_Task to carry out_.
An exact copy of all the data is the expected answer.

_Records for processing_.
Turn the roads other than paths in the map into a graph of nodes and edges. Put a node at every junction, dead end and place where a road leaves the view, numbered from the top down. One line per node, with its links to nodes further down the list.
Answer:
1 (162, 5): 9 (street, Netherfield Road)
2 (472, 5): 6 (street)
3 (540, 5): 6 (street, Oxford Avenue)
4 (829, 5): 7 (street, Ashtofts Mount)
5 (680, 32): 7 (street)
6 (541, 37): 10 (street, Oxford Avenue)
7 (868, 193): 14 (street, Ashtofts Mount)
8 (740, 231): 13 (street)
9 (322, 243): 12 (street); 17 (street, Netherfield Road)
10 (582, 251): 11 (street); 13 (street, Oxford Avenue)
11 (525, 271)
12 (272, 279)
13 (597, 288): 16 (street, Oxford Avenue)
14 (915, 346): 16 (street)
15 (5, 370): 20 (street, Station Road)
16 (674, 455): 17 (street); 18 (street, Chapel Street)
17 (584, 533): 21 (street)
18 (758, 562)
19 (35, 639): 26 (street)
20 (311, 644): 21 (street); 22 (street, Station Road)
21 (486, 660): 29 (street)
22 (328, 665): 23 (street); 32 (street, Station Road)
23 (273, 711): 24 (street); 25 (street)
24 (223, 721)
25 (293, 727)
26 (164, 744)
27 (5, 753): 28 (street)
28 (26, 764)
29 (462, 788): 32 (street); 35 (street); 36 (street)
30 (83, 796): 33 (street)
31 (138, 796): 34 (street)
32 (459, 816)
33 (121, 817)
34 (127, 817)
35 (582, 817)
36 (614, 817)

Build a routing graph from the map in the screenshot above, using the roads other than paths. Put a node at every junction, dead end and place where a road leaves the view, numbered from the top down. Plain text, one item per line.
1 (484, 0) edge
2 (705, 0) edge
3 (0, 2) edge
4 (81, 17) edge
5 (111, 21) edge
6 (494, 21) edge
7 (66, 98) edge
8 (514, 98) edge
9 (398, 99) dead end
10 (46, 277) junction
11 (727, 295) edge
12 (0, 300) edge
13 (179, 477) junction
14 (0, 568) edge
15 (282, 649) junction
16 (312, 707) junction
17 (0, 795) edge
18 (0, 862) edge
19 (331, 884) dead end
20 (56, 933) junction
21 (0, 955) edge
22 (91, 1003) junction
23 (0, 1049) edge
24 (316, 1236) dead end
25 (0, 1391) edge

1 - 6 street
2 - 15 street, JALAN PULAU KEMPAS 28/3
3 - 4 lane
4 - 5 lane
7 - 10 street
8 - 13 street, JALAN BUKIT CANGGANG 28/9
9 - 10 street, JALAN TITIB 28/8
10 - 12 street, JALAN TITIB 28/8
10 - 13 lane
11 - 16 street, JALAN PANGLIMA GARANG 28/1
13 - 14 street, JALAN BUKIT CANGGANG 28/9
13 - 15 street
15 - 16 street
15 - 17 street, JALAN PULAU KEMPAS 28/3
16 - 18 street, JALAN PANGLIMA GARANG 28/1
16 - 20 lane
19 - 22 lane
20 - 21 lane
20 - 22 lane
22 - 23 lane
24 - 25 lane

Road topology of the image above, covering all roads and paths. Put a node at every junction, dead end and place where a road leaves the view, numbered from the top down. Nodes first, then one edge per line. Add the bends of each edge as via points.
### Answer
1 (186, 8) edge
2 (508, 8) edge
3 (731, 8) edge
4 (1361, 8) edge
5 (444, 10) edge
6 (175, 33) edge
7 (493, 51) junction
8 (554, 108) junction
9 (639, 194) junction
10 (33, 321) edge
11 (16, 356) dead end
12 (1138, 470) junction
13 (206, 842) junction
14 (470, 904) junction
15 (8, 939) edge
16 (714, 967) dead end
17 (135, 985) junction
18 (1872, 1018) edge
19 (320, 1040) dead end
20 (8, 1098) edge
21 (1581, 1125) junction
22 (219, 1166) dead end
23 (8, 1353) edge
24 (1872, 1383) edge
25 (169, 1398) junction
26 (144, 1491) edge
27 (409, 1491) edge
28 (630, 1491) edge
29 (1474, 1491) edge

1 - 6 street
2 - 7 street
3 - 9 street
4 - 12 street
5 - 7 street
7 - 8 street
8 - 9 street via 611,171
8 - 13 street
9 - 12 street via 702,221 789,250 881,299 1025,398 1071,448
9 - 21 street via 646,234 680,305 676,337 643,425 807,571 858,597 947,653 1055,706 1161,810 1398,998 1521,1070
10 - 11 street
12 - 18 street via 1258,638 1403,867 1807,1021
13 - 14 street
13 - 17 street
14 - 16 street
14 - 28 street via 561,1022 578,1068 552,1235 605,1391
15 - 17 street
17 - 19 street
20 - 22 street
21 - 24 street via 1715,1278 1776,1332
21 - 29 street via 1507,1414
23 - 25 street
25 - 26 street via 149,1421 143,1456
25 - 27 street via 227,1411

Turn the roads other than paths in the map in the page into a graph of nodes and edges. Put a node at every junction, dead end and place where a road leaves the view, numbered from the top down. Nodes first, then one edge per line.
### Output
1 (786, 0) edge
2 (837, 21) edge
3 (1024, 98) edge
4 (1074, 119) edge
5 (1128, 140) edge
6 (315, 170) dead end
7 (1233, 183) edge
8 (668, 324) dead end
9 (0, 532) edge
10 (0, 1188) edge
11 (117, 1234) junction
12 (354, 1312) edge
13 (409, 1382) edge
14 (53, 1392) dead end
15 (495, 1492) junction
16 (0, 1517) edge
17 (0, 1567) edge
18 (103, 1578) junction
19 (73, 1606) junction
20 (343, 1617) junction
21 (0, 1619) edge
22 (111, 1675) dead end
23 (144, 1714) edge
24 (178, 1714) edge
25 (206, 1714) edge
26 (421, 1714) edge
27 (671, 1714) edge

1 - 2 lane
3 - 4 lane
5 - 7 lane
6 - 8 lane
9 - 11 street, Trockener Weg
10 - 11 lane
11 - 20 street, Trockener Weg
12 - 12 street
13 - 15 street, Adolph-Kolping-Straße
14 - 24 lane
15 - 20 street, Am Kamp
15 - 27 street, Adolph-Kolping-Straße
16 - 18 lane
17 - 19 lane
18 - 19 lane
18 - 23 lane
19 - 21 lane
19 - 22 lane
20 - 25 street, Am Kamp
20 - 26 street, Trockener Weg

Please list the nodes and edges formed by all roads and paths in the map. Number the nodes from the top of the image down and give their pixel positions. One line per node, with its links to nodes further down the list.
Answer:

_Result of this task_.
Turn the roads other than paths in the map into a graph of nodes and edges. Put a node at every junction, dead end and place where a road leaves the view, numbered from the top down. One line per node, with its links to nodes further down the list.
Answer:
1 (162, 5): 9 (street, Netherfield Road)
2 (472, 5): 6 (street)
3 (540, 5): 6 (street, Oxford Avenue)
4 (829, 5): 7 (street, Ashtofts Mount)
5 (680, 32): 7 (street)
6 (541, 37): 10 (street, Oxford Avenue)
7 (868, 193): 14 (street, Ashtofts Mount)
8 (740, 231): 13 (street)
9 (322, 243): 12 (street); 17 (street, Netherfield Road)
10 (582, 251): 11 (street); 13 (street, Oxford Avenue)
11 (525, 271)
12 (272, 279)
13 (597, 288): 16 (street, Oxford Avenue)
14 (915, 346): 16 (street)
15 (5, 370): 20 (street, Station Road)
16 (674, 455): 17 (street); 18 (street, Chapel Street)
17 (584, 533): 21 (street)
18 (758, 562)
19 (35, 639): 26 (street)
20 (311, 644): 21 (street); 22 (street, Station Road)
21 (486, 660): 29 (street)
22 (328, 665): 23 (street); 32 (street, Station Road)
23 (273, 711): 24 (street); 25 (street)
24 (223, 721)
25 (293, 727)
26 (164, 744)
27 (5, 753): 28 (street)
28 (26, 764)
29 (462, 788): 32 (street); 35 (street); 36 (street)
30 (83, 796): 33 (street)
31 (138, 796): 34 (street)
32 (459, 816)
33 (121, 817)
34 (127, 817)
35 (582, 817)
36 (614, 817)

Build a routing graph from the map in the screenshot above, using the roads other than paths. Put a node at every junction, dead end and place where a road leaves the view, numbered from the top down. Plain text, one item per line.
1 (484, 0) edge
2 (705, 0) edge
3 (0, 2) edge
4 (81, 17) edge
5 (111, 21) edge
6 (494, 21) edge
7 (66, 98) edge
8 (514, 98) edge
9 (398, 99) dead end
10 (46, 277) junction
11 (727, 295) edge
12 (0, 300) edge
13 (179, 477) junction
14 (0, 568) edge
15 (282, 649) junction
16 (312, 707) junction
17 (0, 795) edge
18 (0, 862) edge
19 (331, 884) dead end
20 (56, 933) junction
21 (0, 955) edge
22 (91, 1003) junction
23 (0, 1049) edge
24 (316, 1236) dead end
25 (0, 1391) edge

1 - 6 street
2 - 15 street, JALAN PULAU KEMPAS 28/3
3 - 4 lane
4 - 5 lane
7 - 10 street
8 - 13 street, JALAN BUKIT CANGGANG 28/9
9 - 10 street, JALAN TITIB 28/8
10 - 12 street, JALAN TITIB 28/8
10 - 13 lane
11 - 16 street, JALAN PANGLIMA GARANG 28/1
13 - 14 street, JALAN BUKIT CANGGANG 28/9
13 - 15 street
15 - 16 street
15 - 17 street, JALAN PULAU KEMPAS 28/3
16 - 18 street, JALAN PANGLIMA GARANG 28/1
16 - 20 lane
19 - 22 lane
20 - 21 lane
20 - 22 lane
22 - 23 lane
24 - 25 lane

Road topology of the image above, covering all roads and paths. Put a node at every junction, dead end and place where a road leaves the view, numbered from the top down. Nodes first, then one edge per line. Add the bends of each edge as via points.
### Answer
1 (186, 8) edge
2 (508, 8) edge
3 (731, 8) edge
4 (1361, 8) edge
5 (444, 10) edge
6 (175, 33) edge
7 (493, 51) junction
8 (554, 108) junction
9 (639, 194) junction
10 (33, 321) edge
11 (16, 356) dead end
12 (1138, 470) junction
13 (206, 842) junction
14 (470, 904) junction
15 (8, 939) edge
16 (714, 967) dead end
17 (135, 985) junction
18 (1872, 1018) edge
19 (320, 1040) dead end
20 (8, 1098) edge
21 (1581, 1125) junction
22 (219, 1166) dead end
23 (8, 1353) edge
24 (1872, 1383) edge
25 (169, 1398) junction
26 (144, 1491) edge
27 (409, 1491) edge
28 (630, 1491) edge
29 (1474, 1491) edge

1 - 6 street
2 - 7 street
3 - 9 street
4 - 12 street
5 - 7 street
7 - 8 street
8 - 9 street via 611,171
8 - 13 street
9 - 12 street via 702,221 789,250 881,299 1025,398 1071,448
9 - 21 street via 646,234 680,305 676,337 643,425 807,571 858,597 947,653 1055,706 1161,810 1398,998 1521,1070
10 - 11 street
12 - 18 street via 1258,638 1403,867 1807,1021
13 - 14 street
13 - 17 street
14 - 16 street
14 - 28 street via 561,1022 578,1068 552,1235 605,1391
15 - 17 street
17 - 19 street
20 - 22 street
21 - 24 street via 1715,1278 1776,1332
21 - 29 street via 1507,1414
23 - 25 street
25 - 26 street via 149,1421 143,1456
25 - 27 street via 227,1411

Turn the roads other than paths in the map in the page into a graph of nodes and edges. Put a node at every junction, dead end and place where a road leaves the view, numbered from the top down. Nodes first, then one edge per line.
### Output
1 (786, 0) edge
2 (837, 21) edge
3 (1024, 98) edge
4 (1074, 119) edge
5 (1128, 140) edge
6 (315, 170) dead end
7 (1233, 183) edge
8 (668, 324) dead end
9 (0, 532) edge
10 (0, 1188) edge
11 (117, 1234) junction
12 (354, 1312) edge
13 (409, 1382) edge
14 (53, 1392) dead end
15 (495, 1492) junction
16 (0, 1517) edge
17 (0, 1567) edge
18 (103, 1578) junction
19 (73, 1606) junction
20 (343, 1617) junction
21 (0, 1619) edge
22 (111, 1675) dead end
23 (144, 1714) edge
24 (178, 1714) edge
25 (206, 1714) edge
26 (421, 1714) edge
27 (671, 1714) edge

1 - 2 lane
3 - 4 lane
5 - 7 lane
6 - 8 lane
9 - 11 street, Trockener Weg
10 - 11 lane
11 - 20 street, Trockener Weg
12 - 12 street
13 - 15 street, Adolph-Kolping-Straße
14 - 24 lane
15 - 20 street, Am Kamp
15 - 27 street, Adolph-Kolping-Straße
16 - 18 lane
17 - 19 lane
18 - 19 lane
18 - 23 lane
19 - 21 lane
19 - 22 lane
20 - 25 street, Am Kamp
20 - 26 street, Trockener Weg

Please list the nodes and edges formed by all roads and paths in the map. Number the nodes from the top of the image down and give their pixel positions. One line per node, with its links to nodes further down the list.
Answer:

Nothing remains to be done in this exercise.